Floundering for inspiration? Walters has shared a simple 10-minute, high-intensity workout that you can try at home to kick-start your routine (see below).

“It’s a full-body workout that builds strength and fitness. It’s short but a great place to start. For people who find it hard to find time for exercise, I would generally recommend doing it in the morning because it gets it out of the way,” she says. This way, if you get stuck marking into the night, your exercise plan doesn’t suffer.

If there are times when 10 minutes’ exercise is all you can manage, “it’s always better than nothing,” she stresses. But then you have to “bust your ass” doing the workout, she says.

“You might want to write down how many reps of each exercise you’re doing, and try to beat yourself next time. Because if you really want to see some changes in your body composition or fitness levels, you’re going to have to get uncomfortable.”

Ideally though, the workout would be a first building block to a more active lifestyle. Walters advises that in the long run, you should aim for 30 minutes or so of exercise most days. (The NHS guideline is a minimum of 150 minutes of moderate aerobic activity or 75 minutes of vigorous aerobic activity a week, plus two or more strength sessions) .
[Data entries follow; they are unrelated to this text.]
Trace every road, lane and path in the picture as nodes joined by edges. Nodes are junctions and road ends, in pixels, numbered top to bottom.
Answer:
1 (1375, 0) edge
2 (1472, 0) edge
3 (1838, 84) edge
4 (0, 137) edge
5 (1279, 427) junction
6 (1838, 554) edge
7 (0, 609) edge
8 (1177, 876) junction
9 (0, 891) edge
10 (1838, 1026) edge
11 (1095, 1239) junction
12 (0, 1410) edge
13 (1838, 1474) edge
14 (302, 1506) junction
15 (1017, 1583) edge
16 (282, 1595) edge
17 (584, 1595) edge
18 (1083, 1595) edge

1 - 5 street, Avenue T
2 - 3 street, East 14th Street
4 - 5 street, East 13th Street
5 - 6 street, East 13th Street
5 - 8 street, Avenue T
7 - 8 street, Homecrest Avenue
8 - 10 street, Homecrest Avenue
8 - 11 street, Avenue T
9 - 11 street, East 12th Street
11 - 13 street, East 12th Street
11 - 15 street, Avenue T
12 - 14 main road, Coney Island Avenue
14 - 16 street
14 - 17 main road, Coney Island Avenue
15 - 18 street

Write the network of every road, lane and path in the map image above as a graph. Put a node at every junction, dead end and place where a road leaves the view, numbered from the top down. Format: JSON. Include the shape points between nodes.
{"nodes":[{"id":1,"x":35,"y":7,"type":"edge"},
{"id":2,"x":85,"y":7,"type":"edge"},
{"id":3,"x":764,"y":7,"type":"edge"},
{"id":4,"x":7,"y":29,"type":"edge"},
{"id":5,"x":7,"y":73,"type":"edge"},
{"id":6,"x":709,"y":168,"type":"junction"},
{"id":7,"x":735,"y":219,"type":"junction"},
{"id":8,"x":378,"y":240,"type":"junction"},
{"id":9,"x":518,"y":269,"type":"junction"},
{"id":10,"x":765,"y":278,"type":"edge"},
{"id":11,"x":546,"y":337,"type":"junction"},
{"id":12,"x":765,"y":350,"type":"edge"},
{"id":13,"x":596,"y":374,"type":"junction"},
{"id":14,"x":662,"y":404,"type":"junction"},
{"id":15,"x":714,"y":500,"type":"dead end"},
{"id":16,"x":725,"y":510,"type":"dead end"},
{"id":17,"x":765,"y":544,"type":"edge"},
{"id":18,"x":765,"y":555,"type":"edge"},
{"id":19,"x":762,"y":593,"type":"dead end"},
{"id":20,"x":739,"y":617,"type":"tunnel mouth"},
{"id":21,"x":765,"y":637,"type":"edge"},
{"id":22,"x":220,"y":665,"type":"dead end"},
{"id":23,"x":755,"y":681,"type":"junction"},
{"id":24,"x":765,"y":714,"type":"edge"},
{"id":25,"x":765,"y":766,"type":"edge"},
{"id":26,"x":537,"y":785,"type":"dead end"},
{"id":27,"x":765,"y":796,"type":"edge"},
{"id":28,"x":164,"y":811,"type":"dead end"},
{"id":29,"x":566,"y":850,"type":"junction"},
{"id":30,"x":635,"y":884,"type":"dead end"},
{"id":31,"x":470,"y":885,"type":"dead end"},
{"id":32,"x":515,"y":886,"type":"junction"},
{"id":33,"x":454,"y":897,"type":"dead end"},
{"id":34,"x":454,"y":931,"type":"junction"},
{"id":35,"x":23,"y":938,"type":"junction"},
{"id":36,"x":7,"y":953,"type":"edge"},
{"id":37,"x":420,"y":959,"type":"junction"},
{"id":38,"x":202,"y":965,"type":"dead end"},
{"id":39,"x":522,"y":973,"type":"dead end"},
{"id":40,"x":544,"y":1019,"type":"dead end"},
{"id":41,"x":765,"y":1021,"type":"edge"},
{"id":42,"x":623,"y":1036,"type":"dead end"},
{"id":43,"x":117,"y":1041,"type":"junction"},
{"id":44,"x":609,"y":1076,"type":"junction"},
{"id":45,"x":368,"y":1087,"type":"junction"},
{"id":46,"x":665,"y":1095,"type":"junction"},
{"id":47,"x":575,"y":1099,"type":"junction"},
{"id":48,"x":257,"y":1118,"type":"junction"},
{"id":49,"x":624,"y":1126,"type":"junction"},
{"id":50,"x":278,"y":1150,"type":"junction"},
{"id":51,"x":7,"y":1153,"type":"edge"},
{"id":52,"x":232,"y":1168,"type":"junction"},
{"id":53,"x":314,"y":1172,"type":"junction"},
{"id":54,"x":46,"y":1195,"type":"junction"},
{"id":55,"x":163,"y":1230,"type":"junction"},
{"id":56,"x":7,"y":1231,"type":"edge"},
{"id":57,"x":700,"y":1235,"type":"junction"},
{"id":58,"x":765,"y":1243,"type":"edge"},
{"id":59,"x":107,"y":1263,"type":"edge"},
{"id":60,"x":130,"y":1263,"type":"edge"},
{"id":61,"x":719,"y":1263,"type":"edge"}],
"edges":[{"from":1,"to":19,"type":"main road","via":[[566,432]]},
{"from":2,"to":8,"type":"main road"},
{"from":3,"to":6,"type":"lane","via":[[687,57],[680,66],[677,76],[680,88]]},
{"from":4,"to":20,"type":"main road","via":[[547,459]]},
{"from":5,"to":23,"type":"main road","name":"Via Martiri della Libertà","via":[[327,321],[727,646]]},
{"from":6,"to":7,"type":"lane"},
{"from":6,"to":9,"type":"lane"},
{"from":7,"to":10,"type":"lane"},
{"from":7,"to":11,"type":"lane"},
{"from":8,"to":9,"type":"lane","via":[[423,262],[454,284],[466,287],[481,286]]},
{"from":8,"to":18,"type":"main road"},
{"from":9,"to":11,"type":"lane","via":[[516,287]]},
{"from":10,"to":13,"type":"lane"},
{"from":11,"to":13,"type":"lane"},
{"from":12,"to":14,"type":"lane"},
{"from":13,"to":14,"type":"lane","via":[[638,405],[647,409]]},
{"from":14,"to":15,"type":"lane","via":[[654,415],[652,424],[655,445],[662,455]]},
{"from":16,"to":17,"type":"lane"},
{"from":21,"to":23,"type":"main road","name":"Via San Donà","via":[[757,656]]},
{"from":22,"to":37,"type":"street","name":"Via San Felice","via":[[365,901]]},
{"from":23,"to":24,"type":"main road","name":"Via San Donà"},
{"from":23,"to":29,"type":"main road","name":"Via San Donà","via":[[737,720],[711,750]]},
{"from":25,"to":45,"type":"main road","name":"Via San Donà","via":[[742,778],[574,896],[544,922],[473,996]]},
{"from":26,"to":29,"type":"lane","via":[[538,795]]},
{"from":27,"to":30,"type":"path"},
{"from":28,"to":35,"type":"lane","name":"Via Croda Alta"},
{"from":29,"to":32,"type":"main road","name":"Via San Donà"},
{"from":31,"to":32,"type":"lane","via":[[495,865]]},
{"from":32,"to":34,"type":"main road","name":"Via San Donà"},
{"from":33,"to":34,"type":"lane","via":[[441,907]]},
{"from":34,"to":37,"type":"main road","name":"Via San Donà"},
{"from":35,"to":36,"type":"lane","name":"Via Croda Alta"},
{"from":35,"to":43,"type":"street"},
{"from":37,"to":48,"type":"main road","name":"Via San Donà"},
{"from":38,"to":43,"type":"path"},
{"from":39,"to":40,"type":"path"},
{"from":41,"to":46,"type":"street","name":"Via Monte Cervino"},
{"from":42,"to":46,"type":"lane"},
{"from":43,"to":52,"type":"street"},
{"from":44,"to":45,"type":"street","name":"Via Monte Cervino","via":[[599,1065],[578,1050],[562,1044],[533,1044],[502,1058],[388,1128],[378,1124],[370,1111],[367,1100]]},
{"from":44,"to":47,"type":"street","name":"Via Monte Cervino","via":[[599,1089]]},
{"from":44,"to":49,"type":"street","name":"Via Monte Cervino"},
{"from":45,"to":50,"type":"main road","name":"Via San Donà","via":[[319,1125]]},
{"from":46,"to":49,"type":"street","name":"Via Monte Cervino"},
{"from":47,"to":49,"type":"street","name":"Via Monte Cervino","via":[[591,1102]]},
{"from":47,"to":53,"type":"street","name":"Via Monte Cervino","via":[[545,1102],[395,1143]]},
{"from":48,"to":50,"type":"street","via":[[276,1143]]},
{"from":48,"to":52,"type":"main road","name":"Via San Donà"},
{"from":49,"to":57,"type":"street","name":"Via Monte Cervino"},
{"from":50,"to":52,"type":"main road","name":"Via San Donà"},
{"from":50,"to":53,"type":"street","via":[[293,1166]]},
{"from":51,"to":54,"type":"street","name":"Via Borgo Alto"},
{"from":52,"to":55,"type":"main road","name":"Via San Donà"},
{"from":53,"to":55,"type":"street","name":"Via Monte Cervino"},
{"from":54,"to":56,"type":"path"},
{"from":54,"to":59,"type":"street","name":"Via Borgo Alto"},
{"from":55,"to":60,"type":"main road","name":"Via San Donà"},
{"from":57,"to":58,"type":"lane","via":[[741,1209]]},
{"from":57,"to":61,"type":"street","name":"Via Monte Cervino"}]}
However, she suggests that your daily exercise quota can be split into small chunks if that makes it easier to fit in - especially for time-poor parents.

Take things slowly

“In the evening, could you go for a 15-minute walk? Could you play in your yard with your kids? Could you, when you pick up toys, do a full squat? If you’re cleaning, can you lunge with the vacuum? There are lots of little ways to get your heart rate up,” she reveals.

Walters advises against going too far the other way: don’t be tempted to triple up on her intensive 10-minute workout, or hammer through it every day, as too many full-throttle workouts are not a kind combination with a high-stress lifestyle, she says.

“Both stress and high-intensity workouts raise levels of the hormone cortisol,” she explains. “You don’t want cortisol levels raised all the time, as this can cause inability to sleep, reduced immune function, digestion issues and weight gain. So you don’t want to do back-to-back hardcore stuff every day. Your body needs a chance to recover.”

Hence, she advises adding in gentler activities like yoga or kicking a ball with the kids. She suggests reserving the 10-minute workout for one session every other day.

The “start small, then build” approach is better than going hell for leather out of the starting blocks, she believes. “If you’re someone who tries to go all in and then doesn’t keep up with it, it reinforces negative patterns,” she says. “You start to believe that you don’t have willpower, you can’t change your life. When you try again, you probably go even more extreme because you feel, ‘I’ve really got to make a change this time.’ And the cycle repeats. Actually, you’ve got to back the whole train up, approach it with self-love, celebrate small successes, then build on them.”

If you’re someone who tries to go all in and then doesn’t keep up with it, it reinforces negative patterns

Another secret to getting on the healthy bandwagon is moving in the right circles, she says. “We talk about this idea of, ‘What’s your normal?’ It’s really hard to change if being healthy is not ‘normal’ - if no one around you is healthy, then you’re doing something out of the box,” she says.

“It helps to have one friend or family member where you can be like, ‘Yeah this is just what we do. We run. We walk. We make healthy decisions.’ Perhaps that’s another teacher you could eat healthy lunches with. Or someone you can team up with to form an exercise habit - checking in with each other regularly.” Once you hit your stride, you may begin to see your body change but, perhaps even more importantly, your mindset may shift, too.

And for teachers, this may be where a real benefit comes…

“Exercise is excellent at improving self-confidence. It becomes less about what you look like and more about what you can do. After a tough workout, I’m like, ‘What else can I do?’ If I can do that, everything else seems more achievable.”